=== Begin Enclosure ===
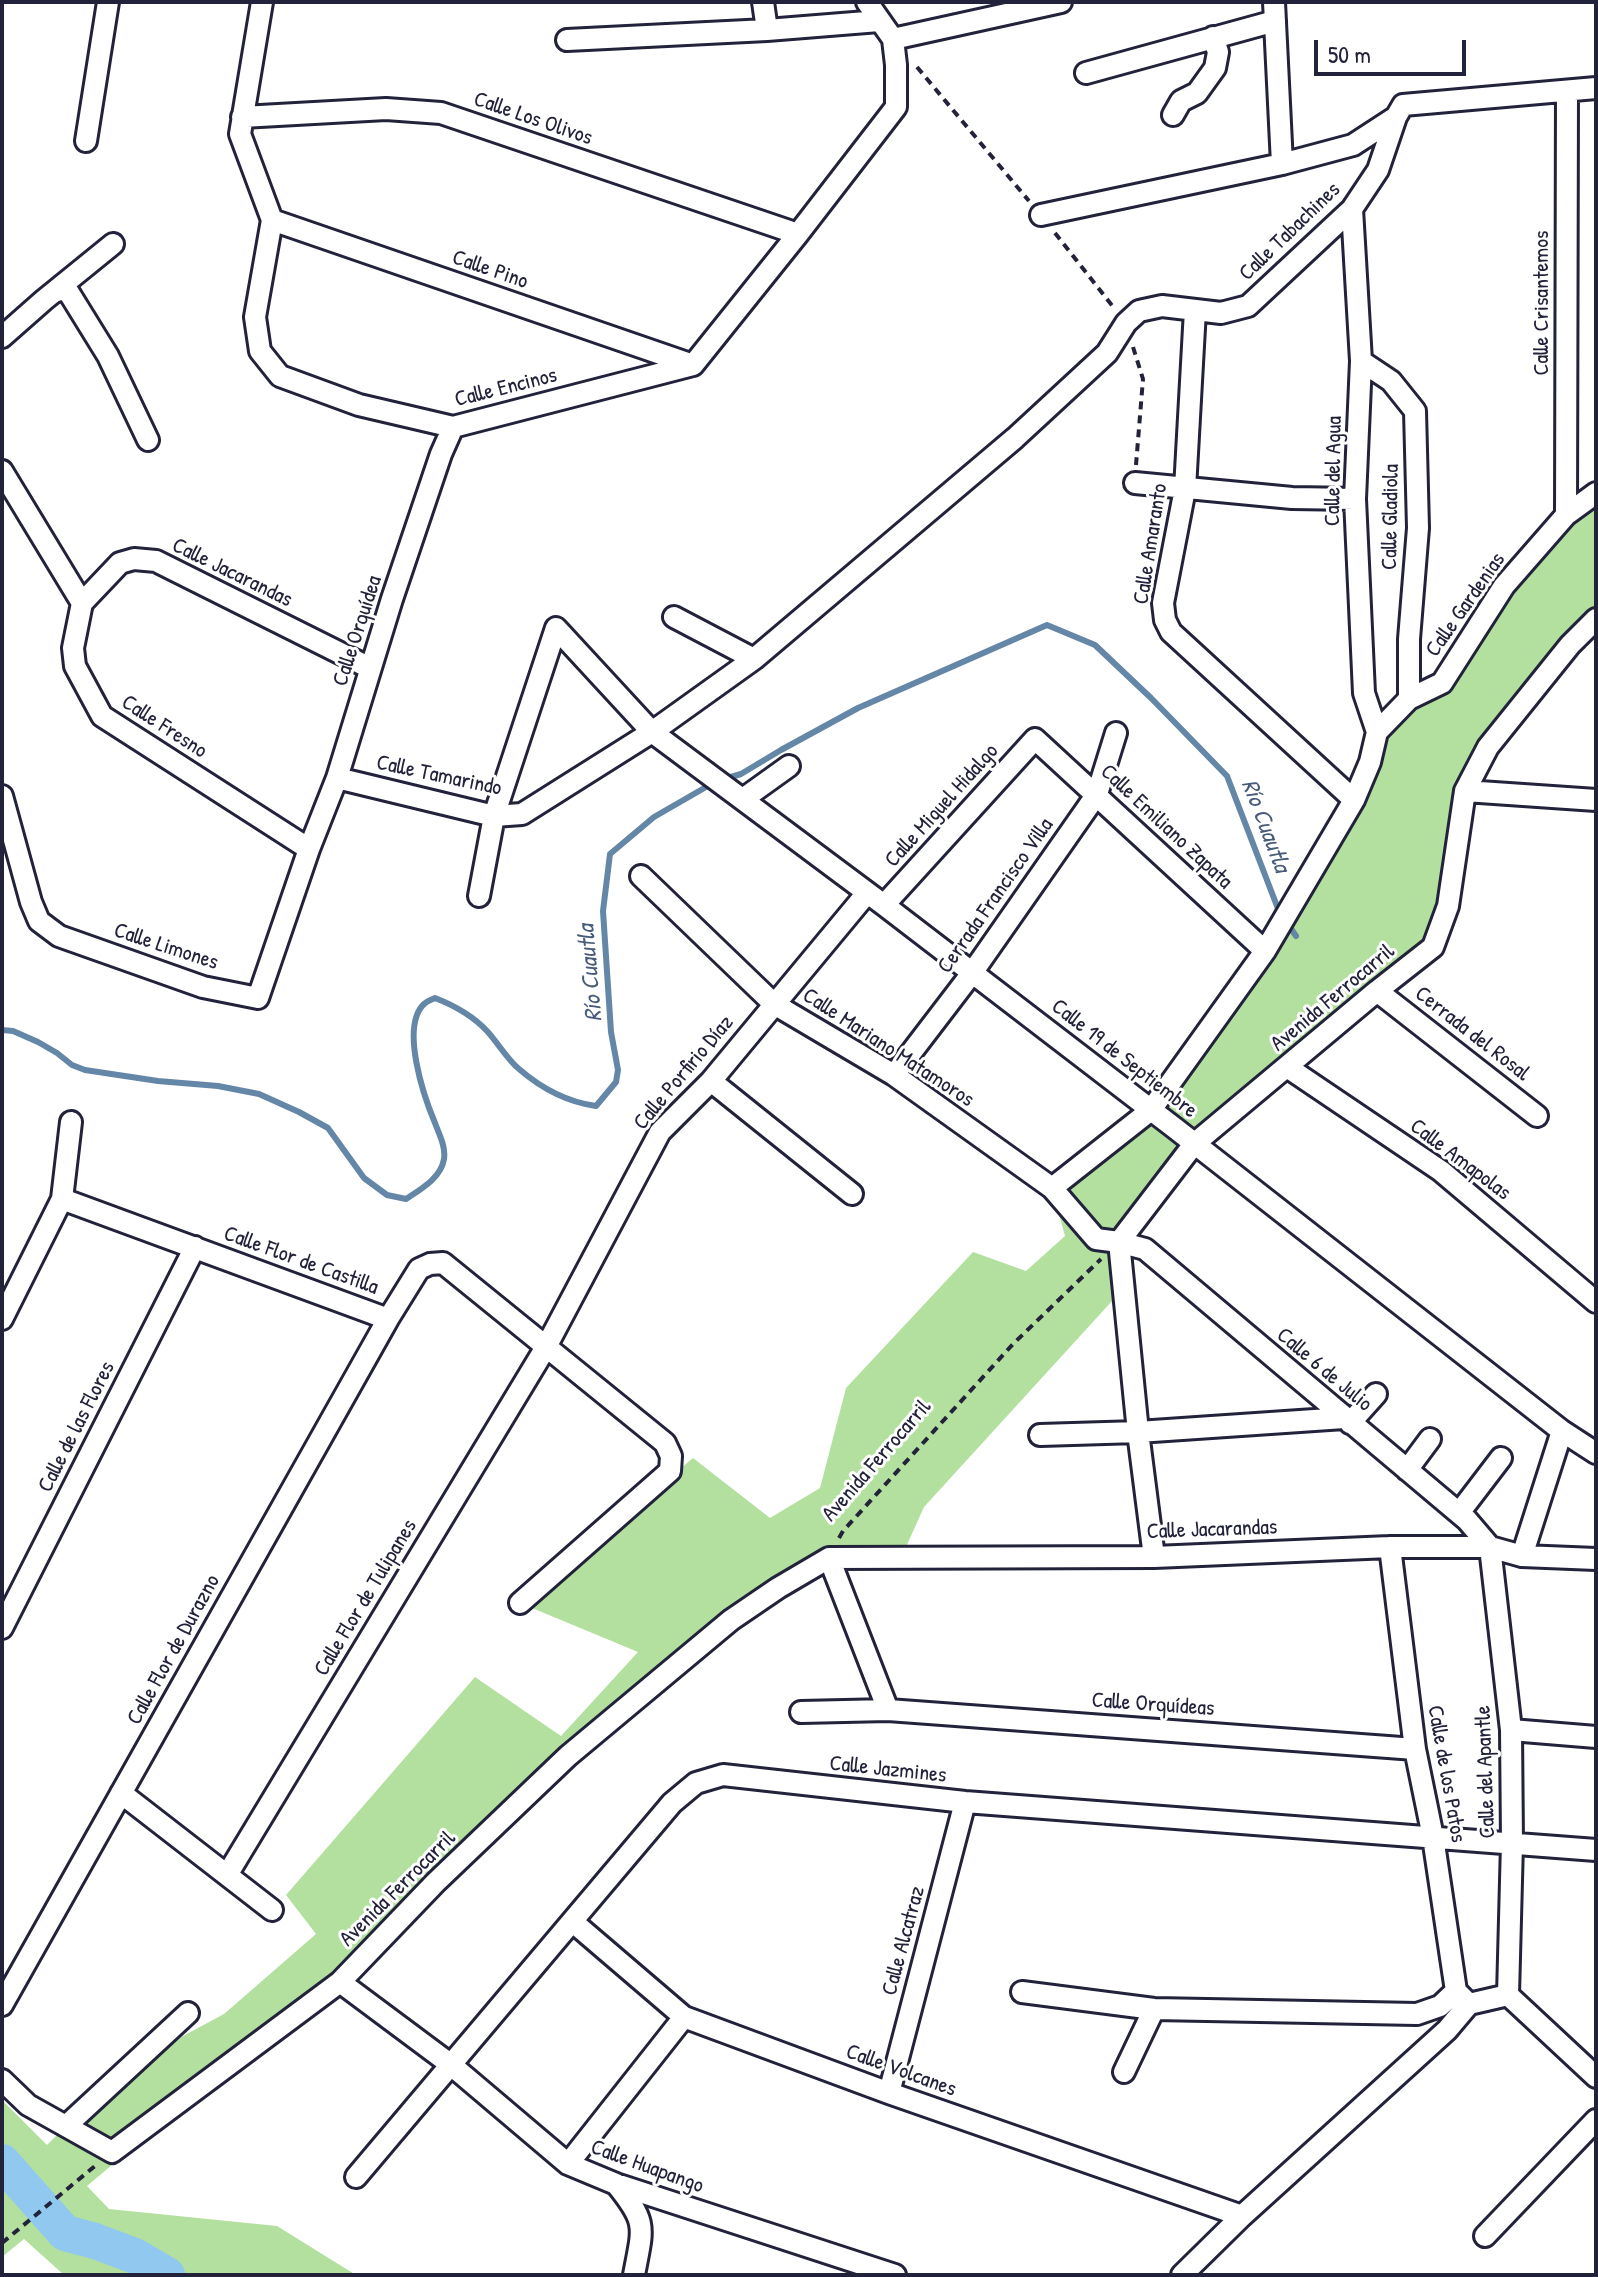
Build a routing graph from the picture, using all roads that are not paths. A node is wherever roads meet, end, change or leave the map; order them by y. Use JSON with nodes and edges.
{"nodes":[{"id":1,"x":108,"y":2,"type":"edge"},
{"id":2,"x":262,"y":2,"type":"edge"},
{"id":3,"x":763,"y":2,"type":"edge"},
{"id":4,"x":867,"y":2,"type":"edge"},
{"id":5,"x":1061,"y":2,"type":"edge"},
{"id":6,"x":1275,"y":11,"type":"edge"},
{"id":7,"x":879,"y":21,"type":"junction"},
{"id":8,"x":767,"y":30,"type":"junction"},
{"id":9,"x":1213,"y":37,"type":"junction"},
{"id":10,"x":893,"y":39,"type":"junction"},
{"id":11,"x":567,"y":40,"type":"dead end"},
{"id":12,"x":1086,"y":73,"type":"dead end"},
{"id":13,"x":1596,"y":88,"type":"edge"},
{"id":14,"x":1567,"y":91,"type":"junction"},
{"id":15,"x":1173,"y":115,"type":"dead end"},
{"id":16,"x":242,"y":117,"type":"junction"},
{"id":17,"x":1396,"y":117,"type":"junction"},
{"id":18,"x":86,"y":141,"type":"dead end"},
{"id":19,"x":1353,"y":145,"type":"junction"},
{"id":20,"x":1282,"y":164,"type":"junction"},
{"id":21,"x":1378,"y":170,"type":"junction"},
{"id":22,"x":1352,"y":209,"type":"junction"},
{"id":23,"x":1041,"y":215,"type":"road end"},
{"id":24,"x":272,"y":220,"type":"junction"},
{"id":25,"x":798,"y":234,"type":"junction"},
{"id":26,"x":113,"y":244,"type":"dead end"},
{"id":27,"x":54,"y":292,"type":"junction"},
{"id":28,"x":1195,"y":310,"type":"junction"},
{"id":29,"x":1126,"y":323,"type":"joint"},
{"id":30,"x":2,"y":337,"type":"edge"},
{"id":31,"x":1361,"y":361,"type":"junction"},
{"id":32,"x":693,"y":365,"type":"junction"},
{"id":33,"x":453,"y":427,"type":"junction"},
{"id":34,"x":148,"y":440,"type":"dead end"},
{"id":35,"x":2,"y":471,"type":"edge"},
{"id":36,"x":1135,"y":483,"type":"road end"},
{"id":37,"x":1185,"y":489,"type":"junction"},
{"id":38,"x":1596,"y":493,"type":"edge"},
{"id":39,"x":1355,"y":499,"type":"junction"},
{"id":40,"x":1566,"y":515,"type":"junction"},
{"id":41,"x":82,"y":603,"type":"junction"},
{"id":42,"x":674,"y":617,"type":"dead end"},
{"id":43,"x":1596,"y":619,"type":"edge"},
{"id":44,"x":754,"y":659,"type":"junction"},
{"id":45,"x":370,"y":668,"type":"junction"},
{"id":46,"x":1409,"y":699,"type":"junction"},
{"id":47,"x":652,"y":732,"type":"junction"},
{"id":48,"x":1377,"y":732,"type":"junction"},
{"id":49,"x":1116,"y":733,"type":"dead end"},
{"id":50,"x":1035,"y":739,"type":"joint"},
{"id":51,"x":789,"y":766,"type":"dead end"},
{"id":52,"x":337,"y":778,"type":"junction"},
{"id":53,"x":1465,"y":791,"type":"junction"},
{"id":54,"x":1097,"y":794,"type":"junction"},
{"id":55,"x":2,"y":796,"type":"edge"},
{"id":56,"x":743,"y":799,"type":"junction"},
{"id":57,"x":1354,"y":800,"type":"junction"},
{"id":58,"x":1596,"y":800,"type":"edge"},
{"id":59,"x":494,"y":816,"type":"junction"},
{"id":60,"x":309,"y":849,"type":"junction"},
{"id":61,"x":641,"y":876,"type":"dead end"},
{"id":62,"x":479,"y":896,"type":"dead end"},
{"id":63,"x":876,"y":899,"type":"junction"},
{"id":64,"x":1265,"y":951,"type":"junction"},
{"id":65,"x":972,"y":973,"type":"junction"},
{"id":66,"x":1377,"y":991,"type":"junction"},
{"id":67,"x":774,"y":1004,"type":"junction"},
{"id":68,"x":1287,"y":1067,"type":"junction"},
{"id":69,"x":894,"y":1075,"type":"junction"},
{"id":70,"x":711,"y":1081,"type":"junction"},
{"id":71,"x":1151,"y":1110,"type":"junction"},
{"id":72,"x":1537,"y":1116,"type":"dead end"},
{"id":73,"x":71,"y":1122,"type":"dead end"},
{"id":74,"x":1194,"y":1144,"type":"junction"},
{"id":75,"x":1052,"y":1188,"type":"junction"},
{"id":76,"x":852,"y":1194,"type":"dead end"},
{"id":77,"x":62,"y":1199,"type":"junction"},
{"id":78,"x":1119,"y":1242,"type":"junction"},
{"id":79,"x":195,"y":1247,"type":"junction"},
{"id":80,"x":1596,"y":1302,"type":"edge"},
{"id":81,"x":2,"y":1319,"type":"edge"},
{"id":82,"x":388,"y":1319,"type":"junction"},
{"id":83,"x":546,"y":1347,"type":"junction"},
{"id":84,"x":1376,"y":1394,"type":"dead end"},
{"id":85,"x":1347,"y":1421,"type":"junction"},
{"id":86,"x":1562,"y":1431,"type":"junction"},
{"id":87,"x":1138,"y":1432,"type":"junction"},
{"id":88,"x":1040,"y":1435,"type":"dead end"},
{"id":89,"x":1430,"y":1439,"type":"dead end"},
{"id":90,"x":1596,"y":1453,"type":"edge"},
{"id":91,"x":1501,"y":1458,"type":"dead end"},
{"id":92,"x":1407,"y":1470,"type":"junction"},
{"id":93,"x":1459,"y":1513,"type":"junction"},
{"id":94,"x":1390,"y":1547,"type":"junction"},
{"id":95,"x":1490,"y":1547,"type":"junction"},
{"id":96,"x":1522,"y":1556,"type":"junction"},
{"id":97,"x":1154,"y":1557,"type":"junction"},
{"id":98,"x":829,"y":1558,"type":"junction"},
{"id":99,"x":1596,"y":1559,"type":"edge"},
{"id":100,"x":520,"y":1603,"type":"dead end"},
{"id":101,"x":2,"y":1628,"type":"edge"},
{"id":102,"x":888,"y":1710,"type":"junction"},
{"id":103,"x":801,"y":1712,"type":"dead end"},
{"id":104,"x":1511,"y":1730,"type":"junction"},
{"id":105,"x":1596,"y":1737,"type":"edge"},
{"id":106,"x":1415,"y":1749,"type":"junction"},
{"id":107,"x":121,"y":1793,"type":"junction"},
{"id":108,"x":965,"y":1802,"type":"junction"},
{"id":109,"x":1433,"y":1837,"type":"junction"},
{"id":110,"x":1512,"y":1843,"type":"junction"},
{"id":111,"x":1596,"y":1850,"type":"edge"},
{"id":112,"x":227,"y":1875,"type":"junction"},
{"id":113,"x":272,"y":1910,"type":"dead end"},
{"id":114,"x":573,"y":1922,"type":"junction"},
{"id":115,"x":340,"y":1982,"type":"junction"},
{"id":116,"x":1022,"y":1992,"type":"dead end"},
{"id":117,"x":1508,"y":1995,"type":"junction"},
{"id":118,"x":1462,"y":1998,"type":"junction"},
{"id":119,"x":2,"y":2005,"type":"edge"},
{"id":120,"x":1154,"y":2009,"type":"junction"},
{"id":121,"x":188,"y":2013,"type":"dead end"},
{"id":122,"x":1417,"y":2014,"type":"junction"},
{"id":123,"x":684,"y":2017,"type":"junction"},
{"id":124,"x":1447,"y":2030,"type":"junction"},
{"id":125,"x":450,"y":2064,"type":"junction"},
{"id":126,"x":1124,"y":2072,"type":"dead end"},
{"id":127,"x":1596,"y":2077,"type":"edge"},
{"id":128,"x":2,"y":2080,"type":"edge"},
{"id":129,"x":889,"y":2093,"type":"junction"},
{"id":130,"x":1596,"y":2120,"type":"edge"},
{"id":131,"x":66,"y":2126,"type":"junction"},
{"id":132,"x":568,"y":2164,"type":"junction"},
{"id":133,"x":356,"y":2177,"type":"dead end"},
{"id":134,"x":616,"y":2184,"type":"junction"},
{"id":135,"x":1242,"y":2216,"type":"junction"},
{"id":136,"x":1485,"y":2236,"type":"dead end"},
{"id":137,"x":634,"y":2275,"type":"edge"},
{"id":138,"x":895,"y":2275,"type":"edge"},
{"id":139,"x":1182,"y":2275,"type":"edge"}],
"edges":[{"from":1,"to":18,"type":"street"},
{"from":2,"to":16,"type":"street"},
{"from":3,"to":8,"type":"street"},
{"from":4,"to":7,"type":"street"},
{"from":5,"to":10,"type":"street"},
{"from":6,"to":9,"type":"street"},
{"from":6,"to":20,"type":"street"},
{"from":7,"to":8,"type":"street"},
{"from":7,"to":10,"type":"street"},
{"from":8,"to":11,"type":"street"},
{"from":9,"to":12,"type":"street"},
{"from":9,"to":15,"type":"street"},
{"from":10,"to":25,"type":"street"},
{"from":13,"to":14,"type":"street","name":"Calle Tabachines"},
{"from":14,"to":17,"type":"street","name":"Calle Tabachines"},
{"from":14,"to":40,"type":"street","name":"Calle Crisantemos"},
{"from":16,"to":24,"type":"street"},
{"from":16,"to":25,"type":"street","name":"Calle Los Olivos"},
{"from":17,"to":19,"type":"street","name":"Calle Tabachines"},
{"from":17,"to":21,"type":"street","name":"Calle Tabachines"},
{"from":19,"to":20,"type":"street","name":"Calle Tabachines"},
{"from":19,"to":21,"type":"street"},
{"from":20,"to":23,"type":"street","name":"Calle Tabachines"},
{"from":21,"to":22,"type":"street","name":"Calle Tabachines"},
{"from":22,"to":28,"type":"street","name":"Calle Tabachines"},
{"from":22,"to":31,"type":"street","name":"Calle del Agua"},
{"from":24,"to":32,"type":"street","name":"Calle Pino"},
{"from":24,"to":33,"type":"street","name":"Calle Encinos"},
{"from":25,"to":32,"type":"street"},
{"from":26,"to":27,"type":"street"},
{"from":27,"to":30,"type":"street"},
{"from":27,"to":34,"type":"street"},
{"from":28,"to":29,"type":"street","name":"Calle Tabachines"},
{"from":28,"to":37,"type":"street","name":"Calle Amaranto"},
{"from":29,"to":44,"type":"street","name":"Calle Tamarindo"},
{"from":31,"to":39,"type":"street","name":"Calle del Agua"},
{"from":31,"to":46,"type":"street","name":"Calle Gladiola"},
{"from":32,"to":33,"type":"street","name":"Calle Encinos"},
{"from":33,"to":45,"type":"street","name":"Calle Orquídea"},
{"from":35,"to":41,"type":"street"},
{"from":36,"to":37,"type":"street"},
{"from":37,"to":39,"type":"street"},
{"from":37,"to":57,"type":"street","name":"Calle Amaranto"},
{"from":38,"to":40,"type":"street","name":"Calle Gardenias"},
{"from":39,"to":48,"type":"street","name":"Calle del Agua"},
{"from":40,"to":46,"type":"street","name":"Calle Gardenias"},
{"from":41,"to":45,"type":"street","name":"Calle Jacarandas"},
{"from":41,"to":60,"type":"street","name":"Calle Fresno"},
{"from":42,"to":44,"type":"street"},
{"from":43,"to":53,"type":"street","name":"Avenida Ferrocarril"},
{"from":44,"to":47,"type":"street","name":"Calle Tamarindo"},
{"from":45,"to":52,"type":"street","name":"Calle Orquídea"},
{"from":46,"to":48,"type":"street","name":"Calle Gardenias"},
{"from":47,"to":56,"type":"street","name":"Calle 19 de Septiembre"},
{"from":47,"to":59,"type":"street","name":"Calle Tamarindo"},
{"from":47,"to":59,"type":"street","name":"Calle 19 de Septiembre"},
{"from":48,"to":57,"type":"street","name":"Calle Gardenias"},
{"from":49,"to":54,"type":"street","name":"Cerrada Francisco Villa"},
{"from":50,"to":54,"type":"street","name":"Calle Emiliano Zapata"},
{"from":50,"to":63,"type":"street","name":"Calle Miguel Hidalgo"},
{"from":51,"to":56,"type":"street"},
{"from":52,"to":59,"type":"street","name":"Calle Tamarindo"},
{"from":52,"to":60,"type":"street","name":"Calle Orquídea"},
{"from":53,"to":58,"type":"street"},
{"from":53,"to":66,"type":"street","name":"Avenida Ferrocarril"},
{"from":54,"to":64,"type":"street","name":"Calle Emiliano Zapata"},
{"from":54,"to":65,"type":"street","name":"Cerrada Francisco Villa"},
{"from":55,"to":60,"type":"street","name":"Calle Limones"},
{"from":56,"to":63,"type":"street","name":"Calle 19 de Septiembre"},
{"from":57,"to":64,"type":"street","name":"Calle Gardenias"},
{"from":59,"to":62,"type":"street"},
{"from":61,"to":67,"type":"street","name":"Calle Mariano Matamoros"},
{"from":63,"to":65,"type":"street","name":"Calle 19 de Septiembre"},
{"from":63,"to":67,"type":"street","name":"Calle Porfirio Díaz"},
{"from":64,"to":71,"type":"street","name":"Calle Gardenias"},
{"from":65,"to":69,"type":"street","name":"Cerrada Francisco Villa"},
{"from":65,"to":71,"type":"street","name":"Calle 19 de Septiembre"},
{"from":66,"to":68,"type":"street","name":"Avenida Ferrocarril"},
{"from":66,"to":72,"type":"street","name":"Cerrada del Rosal"},
{"from":67,"to":69,"type":"street","name":"Calle Mariano Matamoros"},
{"from":67,"to":70,"type":"street","name":"Calle Porfirio Díaz"},
{"from":68,"to":74,"type":"street","name":"Avenida Ferrocarril"},
{"from":68,"to":80,"type":"street","name":"Calle Amapolas"},
{"from":69,"to":75,"type":"street","name":"Calle Mariano Matamoros"},
{"from":70,"to":76,"type":"street"},
{"from":70,"to":83,"type":"street","name":"Calle Porfirio Díaz"},
{"from":71,"to":74,"type":"street","name":"Calle 19 de Septiembre"},
{"from":71,"to":75,"type":"street"},
{"from":73,"to":77,"type":"street"},
{"from":74,"to":78,"type":"street","name":"Avenida Ferrocarril"},
{"from":74,"to":86,"type":"street","name":"Calle 19 de Septiembre"},
{"from":75,"to":78,"type":"street","name":"Calle Mariano Matamoros"},
{"from":77,"to":79,"type":"street","name":"Calle Flor de Castilla"},
{"from":77,"to":81,"type":"street"},
{"from":78,"to":85,"type":"street","name":"Calle 6 de Julio"},
{"from":78,"to":87,"type":"street"},
{"from":79,"to":82,"type":"street","name":"Calle Flor de Castilla"},
{"from":79,"to":101,"type":"street","name":"Calle de las Flores"},
{"from":82,"to":83,"type":"street","name":"Calle Flor de Castilla"},
{"from":82,"to":107,"type":"street","name":"Calle Flor de Durazno"},
{"from":83,"to":100,"type":"street","name":"Calle Flor de Castilla"},
{"from":83,"to":112,"type":"street","name":"Calle Flor de Tulipanes"},
{"from":84,"to":85,"type":"street"},
{"from":85,"to":87,"type":"street"},
{"from":85,"to":92,"type":"street","name":"Calle 6 de Julio"},
{"from":86,"to":90,"type":"street","name":"Calle 19 de Septiembre"},
{"from":86,"to":96,"type":"street"},
{"from":87,"to":88,"type":"street"},
{"from":87,"to":97,"type":"street"},
{"from":89,"to":92,"type":"street"},
{"from":91,"to":93,"type":"street"},
{"from":92,"to":93,"type":"street","name":"Calle 6 de Julio"},
{"from":93,"to":95,"type":"street","name":"Calle 6 de Julio"},
{"from":94,"to":95,"type":"street","name":"Calle Jacarandas"},
{"from":94,"to":97,"type":"street","name":"Calle Jacarandas"},
{"from":94,"to":106,"type":"street","name":"Calle de los Patos"},
{"from":95,"to":96,"type":"street","name":"Calle Jacarandas"},
{"from":95,"to":104,"type":"street","name":"Calle del Apantle"},
{"from":96,"to":99,"type":"street","name":"Calle Jacarandas"},
{"from":97,"to":98,"type":"street","name":"Calle Jacarandas"},
{"from":98,"to":102,"type":"street"},
{"from":98,"to":115,"type":"street","name":"Avenida Ferrocarril"},
{"from":102,"to":103,"type":"street","name":"Calle Orquídeas"},
{"from":102,"to":106,"type":"street","name":"Calle Orquídeas"},
{"from":104,"to":105,"type":"street"},
{"from":104,"to":110,"type":"street","name":"Calle del Apantle"},
{"from":106,"to":109,"type":"street","name":"Calle de los Patos"},
{"from":107,"to":112,"type":"street"},
{"from":107,"to":119,"type":"street","name":"Calle Flor de Durazno"},
{"from":108,"to":109,"type":"street","name":"Calle Jazmines"},
{"from":108,"to":114,"type":"street","name":"Calle Jazmines"},
{"from":108,"to":129,"type":"street","name":"Calle Alcatraz"},
{"from":109,"to":110,"type":"street","name":"Calle Jazmines"},
{"from":109,"to":118,"type":"street","name":"Calle de los Patos"},
{"from":110,"to":111,"type":"street","name":"Calle Jazmines"},
{"from":110,"to":117,"type":"street","name":"Calle del Apantle"},
{"from":112,"to":113,"type":"street"},
{"from":114,"to":123,"type":"street","name":"Calle Volcanes"},
{"from":114,"to":125,"type":"street","name":"Calle Jazmines"},
{"from":115,"to":125,"type":"street","name":"Calle Huapango"},
{"from":115,"to":131,"type":"street","name":"Avenida Ferrocarril"},
{"from":116,"to":120,"type":"street"},
{"from":117,"to":118,"type":"street"},
{"from":117,"to":127,"type":"street"},
{"from":118,"to":122,"type":"street"},
{"from":118,"to":124,"type":"street"},
{"from":120,"to":122,"type":"street"},
{"from":120,"to":126,"type":"street"},
{"from":121,"to":131,"type":"street"},
{"from":122,"to":124,"type":"street"},
{"from":123,"to":129,"type":"street","name":"Calle Volcanes"},
{"from":123,"to":132,"type":"street"},
{"from":124,"to":135,"type":"street"},
{"from":125,"to":132,"type":"street","name":"Calle Huapango"},
{"from":125,"to":133,"type":"street","name":"Calle Jazmines"},
{"from":128,"to":131,"type":"street"},
{"from":129,"to":135,"type":"street","name":"Calle Volcanes"},
{"from":130,"to":136,"type":"street"},
{"from":132,"to":134,"type":"street","name":"Calle Huapango"},
{"from":134,"to":137,"type":"street"},
{"from":134,"to":138,"type":"street","name":"Calle Huapango"},
{"from":135,"to":139,"type":"street"}]}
=== End Enclosure ===
§ What needs to be done
Report every line above that has the string "Durazno" in it.

§ Solution
{"from":82,"to":107,"type":"street","name":"Calle Flor de Durazno"},
{"from":107,"to":119,"type":"street","name":"Calle Flor de Durazno"},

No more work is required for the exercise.